Since the last sale I kept an eye on e-bay and some classified sites searching for the perfect copy of this lens. I was picky. I was waiting patiently for the “one”, hopefully a 9/9.5 out of 10 and I wanted a hood, cap and 6-Bit coding. I was ready to pay up to $3k for one and did see some on E-bay from China that were selling for $2800-$3000 but was hard to trust those sellers as you never know just how the lens will be. Will the focus be spot on for the RF? Will it be clean without scratches or haze or fungus? It was a chance and shipping from China to the USA was a little risky, though it could have and most likely would have worked out fine. Still, I waited until I came across one that was either local or close to it.

Then I found one…

Then, as I was ready to lose patience and jump to buy a “92 out of 100″ rated dream lens on e-bay from a vendor in China I saw a a Facebook notification, as it was a sign.. it was a a post with images of a MINT M Mount Canon 50 0.95 with 6 bit coding. Hmmm. I even knew the guy, Jeff Warren, as he was at my last workshop in Nevada! He even lived in Los Angeles, a 5-6 hour drive from me. Jeff hinted that he MAY be selling in that Facebook post so I messaged him and we chatted, I thought for a bit and I bought it. He even sent it Fed Ex overnight, the same day, for no extra charge. I received the lens in less than 24 hours from the moment that I sent him the money via Paypal, 19 hours to be exact.

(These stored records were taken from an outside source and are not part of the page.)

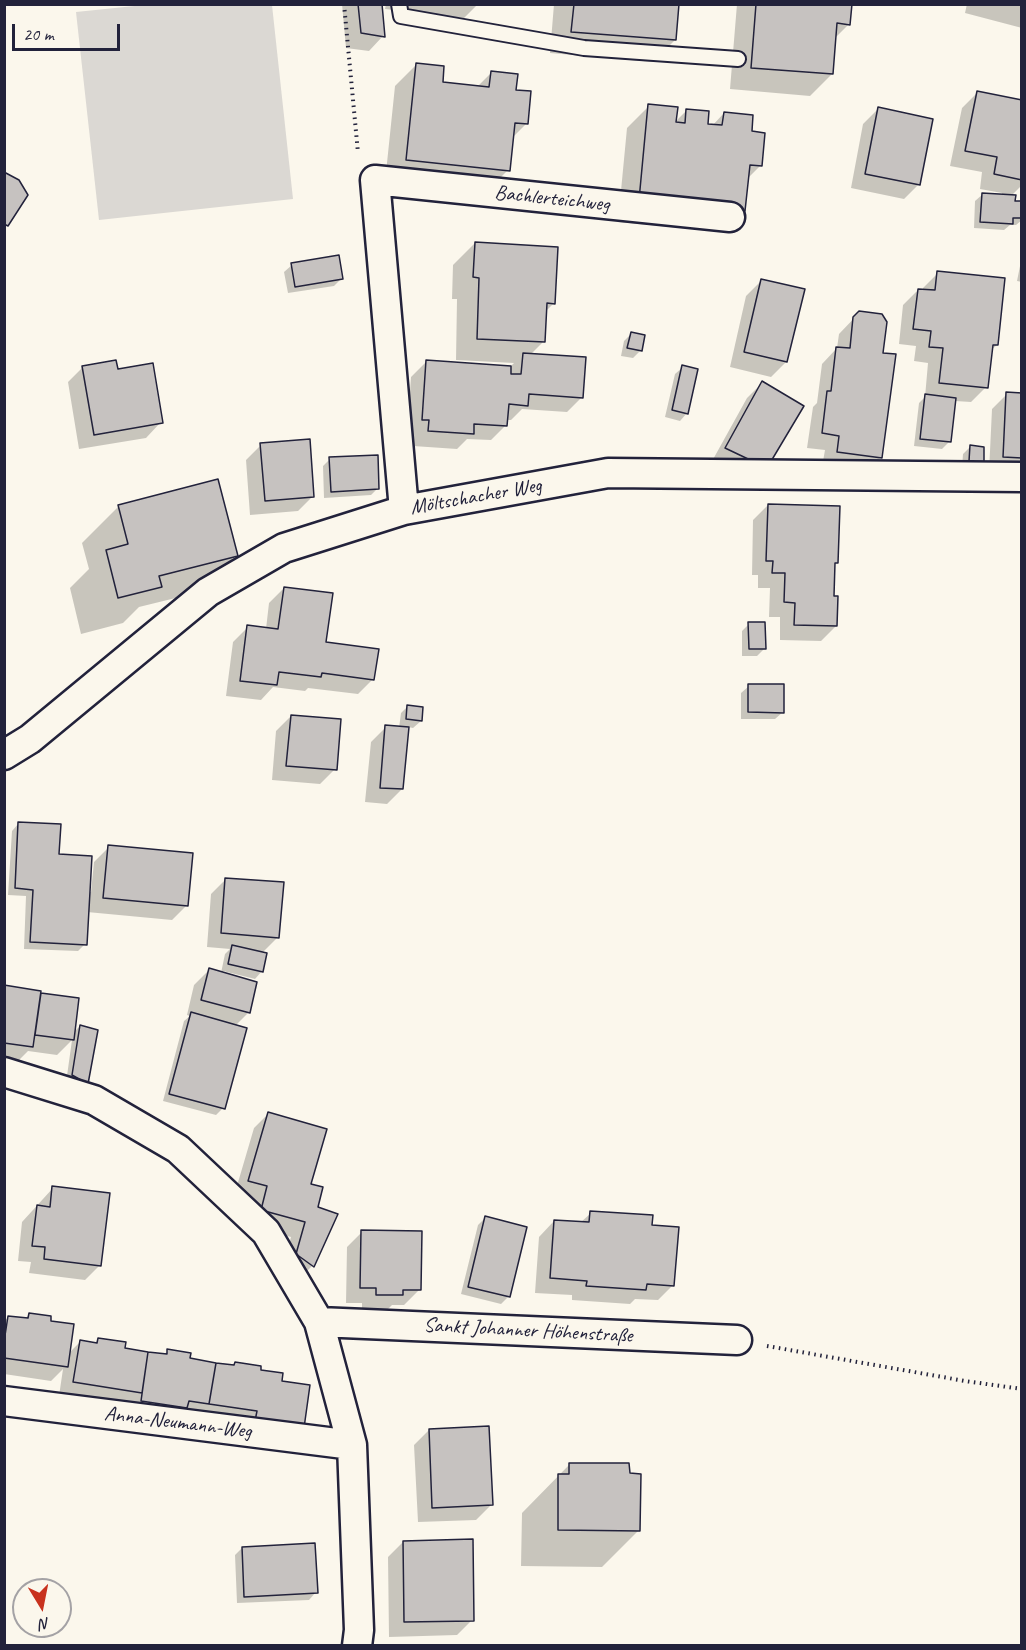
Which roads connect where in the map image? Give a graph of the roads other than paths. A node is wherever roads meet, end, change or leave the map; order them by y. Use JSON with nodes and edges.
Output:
{"nodes":[{"id":1,"x":399,"y":4,"type":"edge"},
{"id":2,"x":738,"y":59,"type":"dead end"},
{"id":3,"x":730,"y":218,"type":"dead end"},
{"id":4,"x":1022,"y":477,"type":"edge"},
{"id":5,"x":404,"y":510,"type":"junction"},
{"id":6,"x":4,"y":755,"type":"edge"},
{"id":7,"x":4,"y":1072,"type":"edge"},
{"id":8,"x":319,"y":1322,"type":"junction"},
{"id":9,"x":737,"y":1340,"type":"road end"},
{"id":10,"x":4,"y":1401,"type":"edge"},
{"id":11,"x":352,"y":1445,"type":"junction"},
{"id":12,"x":357,"y":1646,"type":"edge"}],
"edges":[{"from":1,"to":2,"type":"lane"},
{"from":3,"to":5,"type":"street","name":"Bachlerteichweg"},
{"from":4,"to":5,"type":"street","name":"Möltschacher Weg"},
{"from":5,"to":6,"type":"street","name":"Möltschacher Weg"},
{"from":7,"to":8,"type":"street"},
{"from":8,"to":9,"type":"street","name":"Sankt Johanner Höhenstraße"},
{"from":8,"to":11,"type":"street"},
{"from":10,"to":11,"type":"street","name":"Anna-Neumann-Weg"},
{"from":11,"to":12,"type":"street"}]}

My main concern was that it would be off with the Rangefinder of the Leica because at 0.95 there is a VERY thin DOF. Any misfocus would be a nightmare as I have experienced first hand with a few fast lenses over the years.

Luckily it arrived and it looked amazing, a solid 9/10. The glass was/is perfect. No issues. I mounted it to the MM (no need for an adapter as this is M mount with 6 Bit) and fired away some shots. Perfecto! I mounted it to the A7s with a Voigtlander M to E adapter and even more WOW. Was so awesome shooting it on the A7s. Easy to focus with the large EVF and it felt really good on the A7s body. NOW THIS is a low light combo to dream for.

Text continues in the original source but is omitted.